I have an addiction to it ! the relationship between monica and Rachel reminds me of me and my best friend


----------



## dwndrgn (Oct 27, 2003)

The first several years I never watched it.  Then our roommate moved in and he's a big fan so he would  not only watch the regular show but watch all the reruns on other channels and that got me hooked.  I haven't been watching this season because Survivor is on at the same time.  The one I did see though wasn't as funny as usual (where Ross gets too much tan) so I'm not feeling deprived.


----------



## iKwak (Oct 29, 2003)

What season (#) is Friends at?


----------



## Incognito (Oct 29, 2003)

The final one. 

The problem with friends is that it didn't know if it was going to remain a comedy, or become a comedy drama - or a drama. Some of the plot lines - ie, Joey's love for Rachel, were shallow little distractions that didn;t enhance the show.

Also - wasn't Chandler madly in love with Joey's girlfriend (the one he bought the Velveteen Rabbit book for?) just before Monica?

The seriousness lost it the gloss, the scripting went down a bit, and the expectations just became so huge.

We enjoyed it, but the last season we had in the UK was disappointing enough to not be bothered if missed.

Unfortunaetly, Fraser went a similar way - here in the UK we'd get both together on a Friday night - but as the scripting dragged on there's only so long that you can put up with drawing room farce.
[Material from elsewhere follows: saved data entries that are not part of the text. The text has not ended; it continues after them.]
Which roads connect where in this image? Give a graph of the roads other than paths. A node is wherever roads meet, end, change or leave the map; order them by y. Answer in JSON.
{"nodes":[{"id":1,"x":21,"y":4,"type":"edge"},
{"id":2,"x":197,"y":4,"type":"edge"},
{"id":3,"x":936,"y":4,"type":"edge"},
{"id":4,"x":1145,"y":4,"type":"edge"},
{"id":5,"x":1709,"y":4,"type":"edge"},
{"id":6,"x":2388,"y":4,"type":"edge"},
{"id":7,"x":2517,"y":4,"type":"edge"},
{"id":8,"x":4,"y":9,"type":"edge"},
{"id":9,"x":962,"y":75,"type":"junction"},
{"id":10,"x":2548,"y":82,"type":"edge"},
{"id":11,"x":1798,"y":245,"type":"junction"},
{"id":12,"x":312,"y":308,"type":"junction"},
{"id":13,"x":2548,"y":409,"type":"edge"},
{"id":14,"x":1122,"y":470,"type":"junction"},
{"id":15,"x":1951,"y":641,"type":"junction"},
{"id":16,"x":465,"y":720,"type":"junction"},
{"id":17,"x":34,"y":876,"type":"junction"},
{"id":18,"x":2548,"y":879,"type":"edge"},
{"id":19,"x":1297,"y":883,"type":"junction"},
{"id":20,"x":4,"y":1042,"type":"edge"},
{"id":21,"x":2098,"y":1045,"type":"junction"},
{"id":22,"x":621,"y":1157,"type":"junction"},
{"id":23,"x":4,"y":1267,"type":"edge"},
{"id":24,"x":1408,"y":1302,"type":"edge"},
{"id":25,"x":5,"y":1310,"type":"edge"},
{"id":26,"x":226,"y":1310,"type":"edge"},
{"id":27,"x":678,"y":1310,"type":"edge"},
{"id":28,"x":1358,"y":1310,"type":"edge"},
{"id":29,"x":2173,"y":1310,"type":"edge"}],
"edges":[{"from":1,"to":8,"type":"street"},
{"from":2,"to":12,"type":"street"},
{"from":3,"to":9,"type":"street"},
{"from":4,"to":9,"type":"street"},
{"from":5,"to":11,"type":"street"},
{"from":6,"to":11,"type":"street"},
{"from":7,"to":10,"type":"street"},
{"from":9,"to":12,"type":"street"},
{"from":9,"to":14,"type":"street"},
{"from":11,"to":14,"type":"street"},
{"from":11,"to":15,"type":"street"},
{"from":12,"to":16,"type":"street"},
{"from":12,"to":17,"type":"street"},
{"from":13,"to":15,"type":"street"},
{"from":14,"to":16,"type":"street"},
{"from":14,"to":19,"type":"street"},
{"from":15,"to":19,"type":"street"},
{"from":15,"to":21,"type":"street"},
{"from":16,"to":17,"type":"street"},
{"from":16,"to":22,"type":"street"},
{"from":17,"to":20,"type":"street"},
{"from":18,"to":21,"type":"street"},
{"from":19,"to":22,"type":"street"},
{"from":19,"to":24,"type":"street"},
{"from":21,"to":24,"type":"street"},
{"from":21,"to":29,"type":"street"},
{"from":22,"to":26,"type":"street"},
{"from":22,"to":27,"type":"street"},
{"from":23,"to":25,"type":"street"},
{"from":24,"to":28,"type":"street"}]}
Will and Grace has been fresh - but there's a very real danger of going the same way as Friends and Fraser - only much faster.

Then what we will have?

Maybe they should bring all the cast back for Cheers II.


----------



## dwndrgn (Oct 29, 2003)

I vote for them to bring back M.A.S.H.
or Taxi (this show, along with anything Three Stooges was the only thing I wasn't allowed to watch - mom hated the Danny DeVito character and she thought watching the Stooges would decrease my intelligence 
	

	
	
		
		

		
			





)
or Battlestar Galactica
or Buck Rogers

Cheers never did it for me.  They were all so rude and mean all of the time that I had a hard time watching it, it didn't seem like 'good-natured joking' that we see all the time, that I can handle.  Plus, it never really made me laugh.

I stopped watching Fraser a long time ago.  Every show is basically the same thing to me so it was like constantly watching reruns.


----------